Infinite Coles – SweetFace Killah album review: more than just his father’s son
Infinite Coles once spoke about “trying his hardest” to keep his queer, ballroom-rooted music separate from the legacy of his father, Ghostface Killah. That line, however carefully drawn, has since been obliterated. In 2024, Ghostface referred to Coles as “that person” rather than his son during a podcast appearance — a moment Coles publicly identified as yet another instance of being shut out and disowned rather than embraced. The fracture went viral, and there was no going back.
That rupture sits at the heart of Coles’ debut album SweetFace Killah. The record pulls him directly into the shadow he’s spent his career trying to escape: his painful, unresolved relationship with his father. What emerges is a project suspended between performance and confession — loud, defiant, emotionally exposed, and occasionally overwhelmed by the very story it’s trying to reframe.
Across the album, Coles grapples with his position as Ghostface Killah’s son, attempting to alchemise years of ridicule, homophobia and parental rejection into something defiant and club-ready. On the title track, he weaponises ballroom bravado to mock brittle masculinity, delivering drag-level reads aimed squarely at absent men — his father very much included. Yet the track’s boom-bap skeleton and exaggerated vocal theatrics tip the balance toward camp, creating a tension between parody and pain that doesn’t always resolve cleanly.
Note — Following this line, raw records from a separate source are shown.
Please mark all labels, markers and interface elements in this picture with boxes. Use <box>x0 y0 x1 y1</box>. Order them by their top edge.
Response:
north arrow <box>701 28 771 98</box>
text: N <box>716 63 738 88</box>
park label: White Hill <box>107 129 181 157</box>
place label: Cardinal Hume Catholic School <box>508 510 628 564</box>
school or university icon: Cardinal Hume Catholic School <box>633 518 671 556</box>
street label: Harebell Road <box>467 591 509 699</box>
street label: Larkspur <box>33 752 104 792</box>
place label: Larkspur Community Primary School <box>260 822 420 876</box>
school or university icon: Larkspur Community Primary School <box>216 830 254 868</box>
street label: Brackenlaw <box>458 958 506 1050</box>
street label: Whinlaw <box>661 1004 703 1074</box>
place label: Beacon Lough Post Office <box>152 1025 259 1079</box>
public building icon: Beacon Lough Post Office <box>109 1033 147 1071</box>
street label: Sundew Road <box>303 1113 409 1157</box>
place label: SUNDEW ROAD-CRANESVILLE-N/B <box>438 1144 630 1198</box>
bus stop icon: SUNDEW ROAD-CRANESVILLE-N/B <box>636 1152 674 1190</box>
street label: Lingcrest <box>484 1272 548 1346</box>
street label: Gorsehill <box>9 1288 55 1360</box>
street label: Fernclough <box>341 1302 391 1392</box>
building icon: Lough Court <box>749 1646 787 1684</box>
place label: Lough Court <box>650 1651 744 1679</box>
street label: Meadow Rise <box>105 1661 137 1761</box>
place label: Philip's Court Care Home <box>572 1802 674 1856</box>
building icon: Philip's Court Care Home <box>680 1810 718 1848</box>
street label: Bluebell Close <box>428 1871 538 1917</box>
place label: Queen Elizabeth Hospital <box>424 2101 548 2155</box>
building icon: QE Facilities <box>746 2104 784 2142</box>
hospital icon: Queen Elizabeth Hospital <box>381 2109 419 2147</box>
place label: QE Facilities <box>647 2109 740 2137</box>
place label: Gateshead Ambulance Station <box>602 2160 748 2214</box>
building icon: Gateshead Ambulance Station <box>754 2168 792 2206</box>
“Dad & I” has the ingredients to be the album’s emotional core, but Coles once again leans into grandiose delivery. What could have landed as a devastating moment of vulnerability instead feels like a plea shouted into a void — heartfelt, but staged in a way that softens its impact. The hurt is unmistakable; the presentation, however, keeps it at arm’s length.
True emotional clarity arrives elsewhere. “Body Strong” strips everything back, drawing strength from restraint. Its gospel-tinged sincerity allows Coles to drop the armour entirely, turning the song into a universal redemption anthem that feels cleansing in its simplicity. Here, he doesn’t perform resilience — he inhabits it.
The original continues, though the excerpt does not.